The dissertation by Pavlo Olexandrovich Timkiv, conducted at the Ternopil National Technical University named after Ivan Puluj, focuses on the identification of parameters of a mathematical model of retinal response to low-intensity stimulation. The research aims to improve the efficiency of remote, automated control and support of the functional state of the human organism.
The study addresses the challenge of identifying parameters of a mathematical model of the retinal response to low-intensity light stimulation, which is crucial for remote and automated diagnosis of neurotoxicity. The research introduces a novel method based on the Hooke-Jeeves algorithm, significantly reducing the time required for parameter identification compared to traditional methods. This method enhances the accuracy and efficiency of signal processing, particularly in low-intensity electroretinographic signals, which are more sensitive to noise and require precise filtering.
The dissertation also presents a detailed analysis of the use of the Weber-Fechner law in low-intensity electroretinography, which helps in planning further scientific experiments and improving the accuracy of signal processing. The research includes the development of a method for the optimal filtering of low-intensity electroretinographic signals, which is essential for early detection of neurotoxic effects.
Key findings include the successful application of the Hooke-Jeeves algorithm, which reduces the identification time by over 120 times. The study also demonstrates the effectiveness of the ROC analysis, showing higher sensitivity and specificity of the proposed method compared to traditional methods. The results have practical implications for the development of automated diagnostic systems and the improvement of signal processing techniques in low-intensity electroretinography.
The research contributes to the field of mathematical modeling and computational methods, offering a new approach to parameter identification in retinal response models. The results have been published in various scientific journals and conferences, highlighting the significance and impact of the research. The dissertation is a significant contribution to the field of biomedical engineering and signal processing, providing a robust framework for the analysis and diagnosis of neurotoxic effects through low-intensity electroretinography.The dissertation by Pavlo Olexandrovich Timkiv, conducted at the Ternopil National Technical University named after Ivan Puluj, focuses on the identification of parameters of a mathematical model of retinal response to low-intensity stimulation. The research aims to improve the efficiency of remote, automated control and support of the functional state of the human organism.
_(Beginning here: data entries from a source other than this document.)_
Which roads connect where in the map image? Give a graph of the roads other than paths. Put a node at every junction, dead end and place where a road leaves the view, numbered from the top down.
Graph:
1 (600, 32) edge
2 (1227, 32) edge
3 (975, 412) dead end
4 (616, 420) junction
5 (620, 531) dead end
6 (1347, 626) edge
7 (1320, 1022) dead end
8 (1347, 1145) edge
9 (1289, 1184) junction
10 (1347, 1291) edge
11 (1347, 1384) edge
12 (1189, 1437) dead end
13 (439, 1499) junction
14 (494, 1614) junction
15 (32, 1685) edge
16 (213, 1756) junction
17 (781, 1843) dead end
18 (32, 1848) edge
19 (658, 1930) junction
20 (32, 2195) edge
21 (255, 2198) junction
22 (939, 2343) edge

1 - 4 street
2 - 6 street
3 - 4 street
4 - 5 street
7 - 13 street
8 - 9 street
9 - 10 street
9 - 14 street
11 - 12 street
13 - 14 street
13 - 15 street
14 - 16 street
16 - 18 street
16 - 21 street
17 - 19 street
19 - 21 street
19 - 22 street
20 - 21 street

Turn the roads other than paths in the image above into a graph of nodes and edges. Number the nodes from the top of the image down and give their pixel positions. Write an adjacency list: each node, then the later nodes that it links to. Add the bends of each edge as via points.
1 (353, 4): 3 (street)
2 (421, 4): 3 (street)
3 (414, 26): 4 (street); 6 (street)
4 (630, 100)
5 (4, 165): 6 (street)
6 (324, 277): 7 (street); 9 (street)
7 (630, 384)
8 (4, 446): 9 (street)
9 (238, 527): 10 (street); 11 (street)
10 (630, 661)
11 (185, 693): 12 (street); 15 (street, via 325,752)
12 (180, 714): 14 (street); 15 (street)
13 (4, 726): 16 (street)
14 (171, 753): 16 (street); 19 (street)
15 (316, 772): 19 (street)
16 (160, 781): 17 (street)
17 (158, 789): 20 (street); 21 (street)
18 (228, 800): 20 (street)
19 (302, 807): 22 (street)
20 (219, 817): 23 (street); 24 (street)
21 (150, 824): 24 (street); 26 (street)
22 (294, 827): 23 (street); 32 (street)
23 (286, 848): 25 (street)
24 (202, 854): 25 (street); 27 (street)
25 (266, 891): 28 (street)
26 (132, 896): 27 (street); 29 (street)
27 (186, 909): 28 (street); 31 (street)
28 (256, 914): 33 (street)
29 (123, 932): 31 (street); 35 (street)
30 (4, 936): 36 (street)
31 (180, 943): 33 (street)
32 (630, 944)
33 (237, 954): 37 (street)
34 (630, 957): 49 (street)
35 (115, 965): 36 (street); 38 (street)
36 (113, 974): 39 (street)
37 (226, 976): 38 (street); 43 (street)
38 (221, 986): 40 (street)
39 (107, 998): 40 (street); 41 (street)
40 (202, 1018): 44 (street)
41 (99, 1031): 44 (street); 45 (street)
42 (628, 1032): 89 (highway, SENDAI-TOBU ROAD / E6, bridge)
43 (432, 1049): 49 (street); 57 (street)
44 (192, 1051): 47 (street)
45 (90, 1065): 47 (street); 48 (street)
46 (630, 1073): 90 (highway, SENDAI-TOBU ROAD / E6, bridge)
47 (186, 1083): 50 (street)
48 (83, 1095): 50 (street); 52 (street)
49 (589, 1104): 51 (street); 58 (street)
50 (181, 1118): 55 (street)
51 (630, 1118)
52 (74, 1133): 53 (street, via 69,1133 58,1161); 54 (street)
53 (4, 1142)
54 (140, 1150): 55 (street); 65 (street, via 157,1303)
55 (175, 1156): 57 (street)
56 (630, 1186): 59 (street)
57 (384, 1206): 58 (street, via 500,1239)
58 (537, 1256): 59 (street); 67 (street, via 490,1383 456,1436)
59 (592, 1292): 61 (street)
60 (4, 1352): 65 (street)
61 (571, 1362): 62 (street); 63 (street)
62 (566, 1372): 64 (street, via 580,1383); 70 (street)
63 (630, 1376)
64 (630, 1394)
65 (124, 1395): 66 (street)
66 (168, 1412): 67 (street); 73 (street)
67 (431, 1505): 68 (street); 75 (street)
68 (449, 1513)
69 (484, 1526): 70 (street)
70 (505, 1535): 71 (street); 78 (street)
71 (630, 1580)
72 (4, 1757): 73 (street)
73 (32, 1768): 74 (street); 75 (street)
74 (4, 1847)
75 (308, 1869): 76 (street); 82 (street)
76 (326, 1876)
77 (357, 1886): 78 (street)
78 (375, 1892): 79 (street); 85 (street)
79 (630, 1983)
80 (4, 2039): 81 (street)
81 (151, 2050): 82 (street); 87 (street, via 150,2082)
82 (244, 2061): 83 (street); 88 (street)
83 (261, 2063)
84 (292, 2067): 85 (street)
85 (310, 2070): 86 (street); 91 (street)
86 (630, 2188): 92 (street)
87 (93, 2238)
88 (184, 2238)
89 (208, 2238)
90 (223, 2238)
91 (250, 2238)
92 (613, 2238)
The study addresses the challenge of identifying parameters of a mathematical model of the retinal response to low-intensity light stimulation, which is crucial for remote and automated diagnosis of neurotoxicity. The research introduces a novel method based on the Hooke-Jeeves algorithm, significantly reducing the time required for parameter identification compared to traditional methods. This method enhances the accuracy and efficiency of signal processing, particularly in low-intensity electroretinographic signals, which are more sensitive to noise and require precise filtering.
The dissertation also presents a detailed analysis of the use of the Weber-Fechner law in low-intensity electroretinography, which helps in planning further scientific experiments and improving the accuracy of signal processing. The research includes the development of a method for the optimal filtering of low-intensity electroretinographic signals, which is essential for early detection of neurotoxic effects.
Key findings include the successful application of the Hooke-Jeeves algorithm, which reduces the identification time by over 120 times. The study also demonstrates the effectiveness of the ROC analysis, showing higher sensitivity and specificity of the proposed method compared to traditional methods. The results have practical implications for the development of automated diagnostic systems and the improvement of signal processing techniques in low-intensity electroretinography.
The research contributes to the field of mathematical modeling and computational methods, offering a new approach to parameter identification in retinal response models. The results have been published in various scientific journals and conferences, highlighting the significance and impact of the research. The dissertation is a significant contribution to the field of biomedical engineering and signal processing, providing a robust framework for the analysis and diagnosis of neurotoxic effects through low-intensity electroretinography.